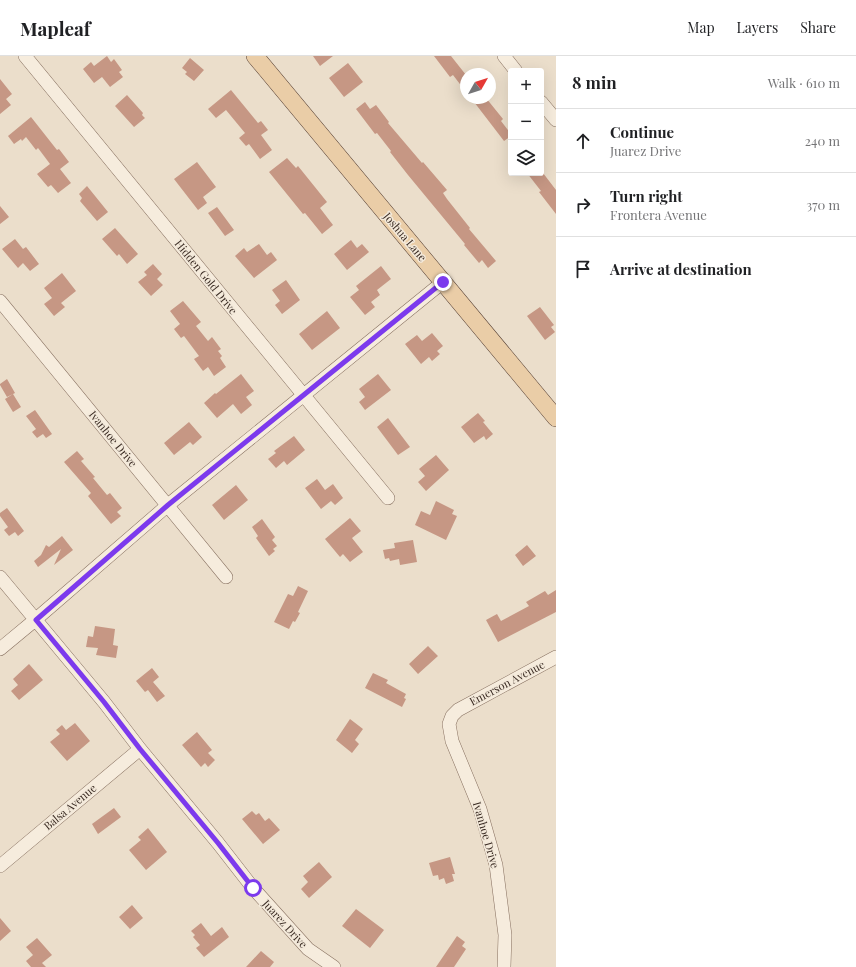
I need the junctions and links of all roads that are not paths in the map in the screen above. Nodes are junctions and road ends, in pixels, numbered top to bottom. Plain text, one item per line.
1 (25, 56) edge
2 (255, 56) edge
3 (504, 56) edge
4 (514, 68) edge
5 (543, 104) edge
6 (556, 120) edge
7 (443, 282) junction
8 (0, 301) edge
9 (303, 394) junction
10 (556, 418) edge
11 (388, 498) dead end
12 (168, 505) junction
13 (0, 577) edge
14 (226, 577) dead end
15 (36, 620) junction
16 (0, 649) edge
17 (556, 657) edge
18 (458, 710) joint
19 (140, 749) junction
20 (0, 866) edge
21 (334, 967) edge
22 (504, 967) edge

1 - 9 street, Hidden Gold Drive
2 - 7 main road, Joshua Lane
3 - 4 street
5 - 6 street
7 - 9 street
7 - 10 main road, Joshua Lane
8 - 12 street, Ivanhoe Drive
9 - 11 street, Hidden Gold Drive
9 - 12 street
12 - 14 street, Ivanhoe Drive
12 - 15 street
13 - 15 street, Juarez Drive
15 - 16 street
15 - 19 street, Juarez Drive
17 - 18 street, Emerson Avenue
18 - 22 street, Ivanhoe Drive
19 - 20 street, Balsa Avenue
19 - 21 street, Juarez Drive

▶ _Task brief_: Would you set down every line of the data above exactly, skipping the pictures?

▶ _Completed task_:
I need the junctions and links of all roads that are not paths in the map in the screen above. Nodes are junctions and road ends, in pixels, numbered top to bottom. Plain text, one item per line.
1 (25, 56) edge
2 (255, 56) edge
3 (504, 56) edge
4 (514, 68) edge
5 (543, 104) edge
6 (556, 120) edge
7 (443, 282) junction
8 (0, 301) edge
9 (303, 394) junction
10 (556, 418) edge
11 (388, 498) dead end
12 (168, 505) junction
13 (0, 577) edge
14 (226, 577) dead end
15 (36, 620) junction
16 (0, 649) edge
17 (556, 657) edge
18 (458, 710) joint
19 (140, 749) junction
20 (0, 866) edge
21 (334, 967) edge
22 (504, 967) edge

1 - 9 street, Hidden Gold Drive
2 - 7 main road, Joshua Lane
3 - 4 street
5 - 6 street
7 - 9 street
7 - 10 main road, Joshua Lane
8 - 12 street, Ivanhoe Drive
9 - 11 street, Hidden Gold Drive
9 - 12 street
12 - 14 street, Ivanhoe Drive
12 - 15 street
13 - 15 street, Juarez Drive
15 - 16 street
15 - 19 street, Juarez Drive
17 - 18 street, Emerson Avenue
18 - 22 street, Ivanhoe Drive
19 - 20 street, Balsa Avenue
19 - 21 street, Juarez Drive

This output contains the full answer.